> **WHAT TO DO**:
Scan the entries for the word "main", and copy every line where it appears.

DATA TO USE Block Start

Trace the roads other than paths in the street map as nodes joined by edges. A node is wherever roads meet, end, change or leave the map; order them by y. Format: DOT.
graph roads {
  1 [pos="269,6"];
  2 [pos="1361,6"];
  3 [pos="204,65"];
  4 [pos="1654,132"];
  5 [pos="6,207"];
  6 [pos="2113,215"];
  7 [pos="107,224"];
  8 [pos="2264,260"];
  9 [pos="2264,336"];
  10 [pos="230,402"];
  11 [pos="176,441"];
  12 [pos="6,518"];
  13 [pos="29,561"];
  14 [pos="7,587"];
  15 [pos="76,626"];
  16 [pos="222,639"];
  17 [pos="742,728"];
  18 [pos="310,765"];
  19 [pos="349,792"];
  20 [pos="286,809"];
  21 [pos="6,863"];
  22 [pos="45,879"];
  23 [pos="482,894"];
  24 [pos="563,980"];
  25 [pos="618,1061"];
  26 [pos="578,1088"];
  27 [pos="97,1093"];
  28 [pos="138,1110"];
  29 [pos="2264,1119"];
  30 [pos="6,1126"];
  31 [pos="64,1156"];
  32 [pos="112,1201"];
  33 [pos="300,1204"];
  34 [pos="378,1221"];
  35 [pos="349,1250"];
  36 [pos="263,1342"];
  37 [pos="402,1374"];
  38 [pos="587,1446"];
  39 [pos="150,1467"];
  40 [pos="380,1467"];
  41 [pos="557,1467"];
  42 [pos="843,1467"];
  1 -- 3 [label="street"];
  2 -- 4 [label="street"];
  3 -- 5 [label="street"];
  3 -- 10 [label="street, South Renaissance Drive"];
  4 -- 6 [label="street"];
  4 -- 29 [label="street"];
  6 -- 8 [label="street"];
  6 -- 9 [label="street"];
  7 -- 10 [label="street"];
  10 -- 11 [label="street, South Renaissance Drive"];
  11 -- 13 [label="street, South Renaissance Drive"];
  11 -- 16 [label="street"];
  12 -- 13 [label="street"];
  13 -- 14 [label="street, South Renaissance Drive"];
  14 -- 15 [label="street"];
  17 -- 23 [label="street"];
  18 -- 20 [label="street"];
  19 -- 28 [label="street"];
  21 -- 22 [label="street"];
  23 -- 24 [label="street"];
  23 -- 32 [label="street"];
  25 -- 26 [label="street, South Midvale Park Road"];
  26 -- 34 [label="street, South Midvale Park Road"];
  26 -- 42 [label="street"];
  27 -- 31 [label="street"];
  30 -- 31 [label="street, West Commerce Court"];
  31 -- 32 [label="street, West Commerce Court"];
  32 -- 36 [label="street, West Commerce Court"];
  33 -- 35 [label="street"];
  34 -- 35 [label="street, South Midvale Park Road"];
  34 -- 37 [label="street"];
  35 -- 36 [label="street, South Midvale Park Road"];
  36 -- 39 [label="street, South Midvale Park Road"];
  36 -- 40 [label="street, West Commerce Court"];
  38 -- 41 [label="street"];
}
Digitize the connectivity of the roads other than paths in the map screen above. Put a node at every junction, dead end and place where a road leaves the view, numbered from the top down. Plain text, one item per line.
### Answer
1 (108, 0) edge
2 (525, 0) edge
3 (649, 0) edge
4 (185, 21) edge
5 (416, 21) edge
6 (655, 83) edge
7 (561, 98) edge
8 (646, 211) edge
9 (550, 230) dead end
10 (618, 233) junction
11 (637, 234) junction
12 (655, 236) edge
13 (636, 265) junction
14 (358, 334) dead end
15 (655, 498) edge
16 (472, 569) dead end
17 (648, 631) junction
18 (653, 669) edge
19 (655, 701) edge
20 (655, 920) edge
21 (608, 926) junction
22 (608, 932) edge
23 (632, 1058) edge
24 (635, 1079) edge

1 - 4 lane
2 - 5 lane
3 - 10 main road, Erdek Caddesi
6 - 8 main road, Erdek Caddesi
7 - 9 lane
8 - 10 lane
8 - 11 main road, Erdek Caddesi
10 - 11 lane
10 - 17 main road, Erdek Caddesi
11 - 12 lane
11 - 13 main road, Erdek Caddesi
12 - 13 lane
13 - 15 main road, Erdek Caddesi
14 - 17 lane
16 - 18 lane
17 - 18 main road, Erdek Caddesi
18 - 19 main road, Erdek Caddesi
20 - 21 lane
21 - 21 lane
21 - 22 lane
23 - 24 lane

DATA TO USE Block End

> **THE ANSWER**:
3 - 10 main road, Erdek Caddesi
6 - 8 main road, Erdek Caddesi
8 - 11 main road, Erdek Caddesi
10 - 17 main road, Erdek Caddesi
11 - 13 main road, Erdek Caddesi
13 - 15 main road, Erdek Caddesi
17 - 18 main road, Erdek Caddesi
18 - 19 main road, Erdek Caddesi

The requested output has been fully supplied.